▶ Input data:
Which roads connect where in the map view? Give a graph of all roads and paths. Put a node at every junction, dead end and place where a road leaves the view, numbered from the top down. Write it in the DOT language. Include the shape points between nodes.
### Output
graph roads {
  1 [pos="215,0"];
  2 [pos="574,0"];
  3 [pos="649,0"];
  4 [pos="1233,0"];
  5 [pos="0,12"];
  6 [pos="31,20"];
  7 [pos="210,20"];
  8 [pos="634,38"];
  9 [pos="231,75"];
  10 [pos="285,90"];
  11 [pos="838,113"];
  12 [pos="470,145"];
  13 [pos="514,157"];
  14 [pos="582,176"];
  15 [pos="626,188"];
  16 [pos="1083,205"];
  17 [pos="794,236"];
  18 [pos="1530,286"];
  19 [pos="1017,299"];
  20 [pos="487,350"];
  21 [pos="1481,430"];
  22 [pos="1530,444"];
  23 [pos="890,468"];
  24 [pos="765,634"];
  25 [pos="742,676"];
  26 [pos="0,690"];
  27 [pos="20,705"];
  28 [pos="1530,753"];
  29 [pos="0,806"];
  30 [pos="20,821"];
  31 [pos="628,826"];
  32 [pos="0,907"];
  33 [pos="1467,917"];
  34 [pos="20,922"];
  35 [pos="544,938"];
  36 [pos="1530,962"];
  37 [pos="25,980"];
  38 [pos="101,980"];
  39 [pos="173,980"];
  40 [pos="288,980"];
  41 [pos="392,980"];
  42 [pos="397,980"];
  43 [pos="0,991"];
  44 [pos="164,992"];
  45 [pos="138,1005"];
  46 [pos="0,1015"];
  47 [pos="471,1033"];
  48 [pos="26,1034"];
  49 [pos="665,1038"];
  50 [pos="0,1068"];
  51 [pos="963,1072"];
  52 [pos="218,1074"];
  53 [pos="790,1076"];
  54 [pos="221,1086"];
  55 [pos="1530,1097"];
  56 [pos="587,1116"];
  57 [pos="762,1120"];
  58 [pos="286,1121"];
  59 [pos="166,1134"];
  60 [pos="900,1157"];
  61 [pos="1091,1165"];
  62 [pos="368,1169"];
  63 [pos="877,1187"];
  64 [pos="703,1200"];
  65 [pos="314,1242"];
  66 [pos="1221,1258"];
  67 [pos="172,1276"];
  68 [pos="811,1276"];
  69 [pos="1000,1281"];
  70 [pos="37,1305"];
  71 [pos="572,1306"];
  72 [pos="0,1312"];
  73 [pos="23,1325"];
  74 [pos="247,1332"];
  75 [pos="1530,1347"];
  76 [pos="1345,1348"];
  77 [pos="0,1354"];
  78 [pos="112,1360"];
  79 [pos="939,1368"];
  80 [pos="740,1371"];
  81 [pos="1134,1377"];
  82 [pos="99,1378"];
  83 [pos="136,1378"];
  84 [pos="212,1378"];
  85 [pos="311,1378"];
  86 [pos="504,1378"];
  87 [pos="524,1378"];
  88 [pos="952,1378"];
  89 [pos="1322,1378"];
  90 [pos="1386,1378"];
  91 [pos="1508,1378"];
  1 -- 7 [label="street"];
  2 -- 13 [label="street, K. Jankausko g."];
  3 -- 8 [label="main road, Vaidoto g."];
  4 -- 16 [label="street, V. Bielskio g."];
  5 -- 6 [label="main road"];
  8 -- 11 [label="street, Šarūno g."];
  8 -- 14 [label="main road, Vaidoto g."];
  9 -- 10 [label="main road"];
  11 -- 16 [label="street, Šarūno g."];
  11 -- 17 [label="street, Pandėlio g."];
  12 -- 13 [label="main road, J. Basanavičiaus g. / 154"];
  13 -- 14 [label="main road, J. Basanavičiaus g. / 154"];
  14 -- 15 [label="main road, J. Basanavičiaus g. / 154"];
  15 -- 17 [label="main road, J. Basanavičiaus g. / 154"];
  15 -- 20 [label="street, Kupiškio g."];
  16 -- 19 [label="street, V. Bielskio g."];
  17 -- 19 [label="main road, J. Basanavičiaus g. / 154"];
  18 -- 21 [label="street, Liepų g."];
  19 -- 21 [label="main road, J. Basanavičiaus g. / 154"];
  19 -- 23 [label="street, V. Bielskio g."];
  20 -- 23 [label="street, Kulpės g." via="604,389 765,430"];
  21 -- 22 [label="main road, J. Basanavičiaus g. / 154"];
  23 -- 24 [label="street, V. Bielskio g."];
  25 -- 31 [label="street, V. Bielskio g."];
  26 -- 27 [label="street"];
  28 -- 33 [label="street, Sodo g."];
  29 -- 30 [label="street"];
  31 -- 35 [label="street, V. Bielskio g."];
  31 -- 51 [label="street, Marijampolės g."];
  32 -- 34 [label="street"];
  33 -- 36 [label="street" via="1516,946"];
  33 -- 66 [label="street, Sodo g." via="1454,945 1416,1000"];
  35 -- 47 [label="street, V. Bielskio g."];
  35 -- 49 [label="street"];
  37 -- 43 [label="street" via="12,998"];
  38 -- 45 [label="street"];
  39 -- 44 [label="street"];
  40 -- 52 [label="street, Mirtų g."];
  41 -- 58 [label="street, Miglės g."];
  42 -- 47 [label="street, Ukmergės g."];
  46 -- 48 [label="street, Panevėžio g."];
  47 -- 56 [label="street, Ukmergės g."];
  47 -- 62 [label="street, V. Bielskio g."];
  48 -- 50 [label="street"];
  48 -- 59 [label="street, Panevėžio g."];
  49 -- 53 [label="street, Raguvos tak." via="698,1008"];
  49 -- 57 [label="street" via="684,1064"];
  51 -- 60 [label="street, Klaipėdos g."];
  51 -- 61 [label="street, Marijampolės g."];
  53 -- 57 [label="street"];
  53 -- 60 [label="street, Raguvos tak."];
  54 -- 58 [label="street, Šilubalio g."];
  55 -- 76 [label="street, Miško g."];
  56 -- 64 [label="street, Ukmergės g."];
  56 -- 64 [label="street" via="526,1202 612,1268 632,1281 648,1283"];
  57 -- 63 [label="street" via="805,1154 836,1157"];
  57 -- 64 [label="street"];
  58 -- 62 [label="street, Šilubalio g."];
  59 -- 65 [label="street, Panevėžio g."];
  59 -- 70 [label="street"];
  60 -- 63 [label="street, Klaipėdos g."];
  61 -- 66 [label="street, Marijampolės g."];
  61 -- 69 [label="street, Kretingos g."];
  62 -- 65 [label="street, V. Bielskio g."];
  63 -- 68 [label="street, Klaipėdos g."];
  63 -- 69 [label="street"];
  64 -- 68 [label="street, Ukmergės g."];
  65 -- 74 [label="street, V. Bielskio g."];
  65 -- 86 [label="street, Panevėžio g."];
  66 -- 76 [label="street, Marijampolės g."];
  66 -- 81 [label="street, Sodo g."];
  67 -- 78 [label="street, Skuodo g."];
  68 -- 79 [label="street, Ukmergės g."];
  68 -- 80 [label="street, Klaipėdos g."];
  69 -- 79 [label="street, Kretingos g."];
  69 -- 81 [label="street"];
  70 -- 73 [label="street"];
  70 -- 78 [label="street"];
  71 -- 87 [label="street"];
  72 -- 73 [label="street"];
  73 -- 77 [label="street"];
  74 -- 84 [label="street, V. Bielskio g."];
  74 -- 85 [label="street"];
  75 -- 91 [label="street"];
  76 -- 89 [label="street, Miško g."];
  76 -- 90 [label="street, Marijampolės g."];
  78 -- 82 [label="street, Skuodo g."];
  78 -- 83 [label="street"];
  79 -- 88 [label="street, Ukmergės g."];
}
* * *
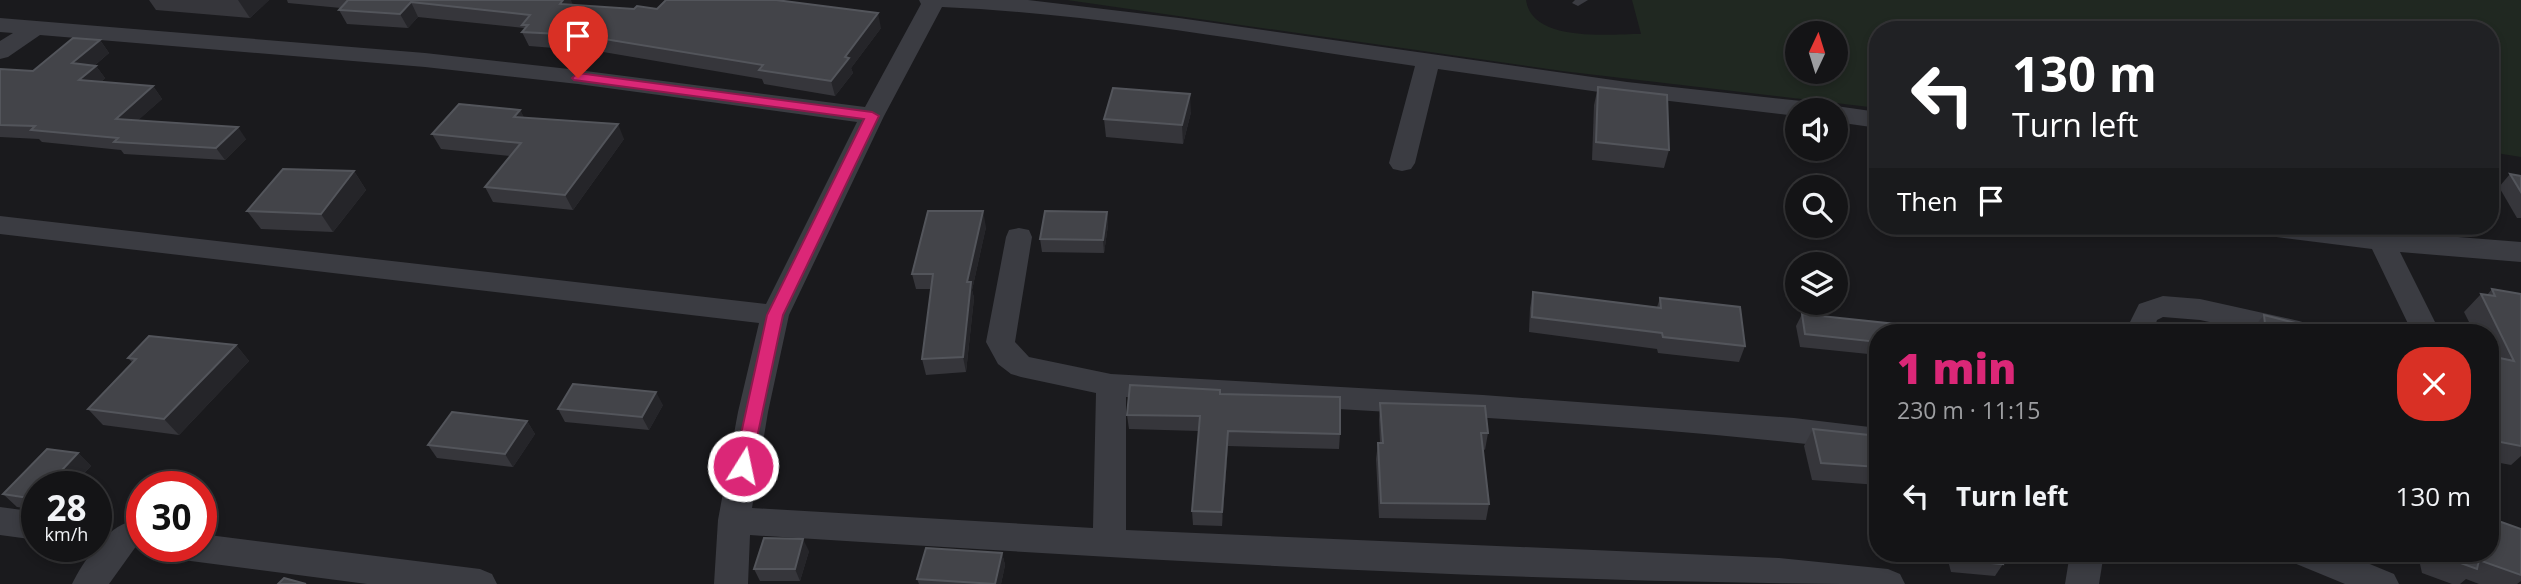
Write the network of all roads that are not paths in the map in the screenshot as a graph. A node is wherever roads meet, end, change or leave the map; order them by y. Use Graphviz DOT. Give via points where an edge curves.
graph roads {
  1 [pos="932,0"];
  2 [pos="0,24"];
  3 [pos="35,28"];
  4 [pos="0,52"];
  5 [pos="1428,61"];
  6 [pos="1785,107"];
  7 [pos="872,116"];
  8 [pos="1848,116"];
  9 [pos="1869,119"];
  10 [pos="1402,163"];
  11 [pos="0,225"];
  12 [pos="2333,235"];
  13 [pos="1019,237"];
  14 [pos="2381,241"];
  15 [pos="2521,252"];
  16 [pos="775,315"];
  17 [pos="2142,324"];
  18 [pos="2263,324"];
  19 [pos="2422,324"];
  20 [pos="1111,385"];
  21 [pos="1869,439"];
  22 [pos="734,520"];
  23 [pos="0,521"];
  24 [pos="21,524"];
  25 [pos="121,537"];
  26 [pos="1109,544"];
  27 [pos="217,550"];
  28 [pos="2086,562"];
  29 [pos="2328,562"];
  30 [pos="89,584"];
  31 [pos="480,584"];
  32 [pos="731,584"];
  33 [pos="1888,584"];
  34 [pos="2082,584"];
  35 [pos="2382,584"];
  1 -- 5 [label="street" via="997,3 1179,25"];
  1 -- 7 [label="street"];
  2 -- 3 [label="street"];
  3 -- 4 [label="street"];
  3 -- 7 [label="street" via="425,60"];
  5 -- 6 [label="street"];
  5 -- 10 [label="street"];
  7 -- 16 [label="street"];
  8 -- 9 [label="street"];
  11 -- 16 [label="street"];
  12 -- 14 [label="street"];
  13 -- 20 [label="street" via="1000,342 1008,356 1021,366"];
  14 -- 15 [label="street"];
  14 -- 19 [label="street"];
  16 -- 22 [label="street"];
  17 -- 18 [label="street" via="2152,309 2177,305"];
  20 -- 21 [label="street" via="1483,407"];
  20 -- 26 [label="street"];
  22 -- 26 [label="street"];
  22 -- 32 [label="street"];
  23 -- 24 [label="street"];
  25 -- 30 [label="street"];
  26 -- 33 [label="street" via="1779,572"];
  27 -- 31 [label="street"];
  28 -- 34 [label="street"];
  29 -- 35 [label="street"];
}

▶ Assignment: The answer must be every line of the records that contains the word "Vaidoto".

▶ Result of the task:
  3 -- 8 [label="main road, Vaidoto g."];
  8 -- 14 [label="main road, Vaidoto g."];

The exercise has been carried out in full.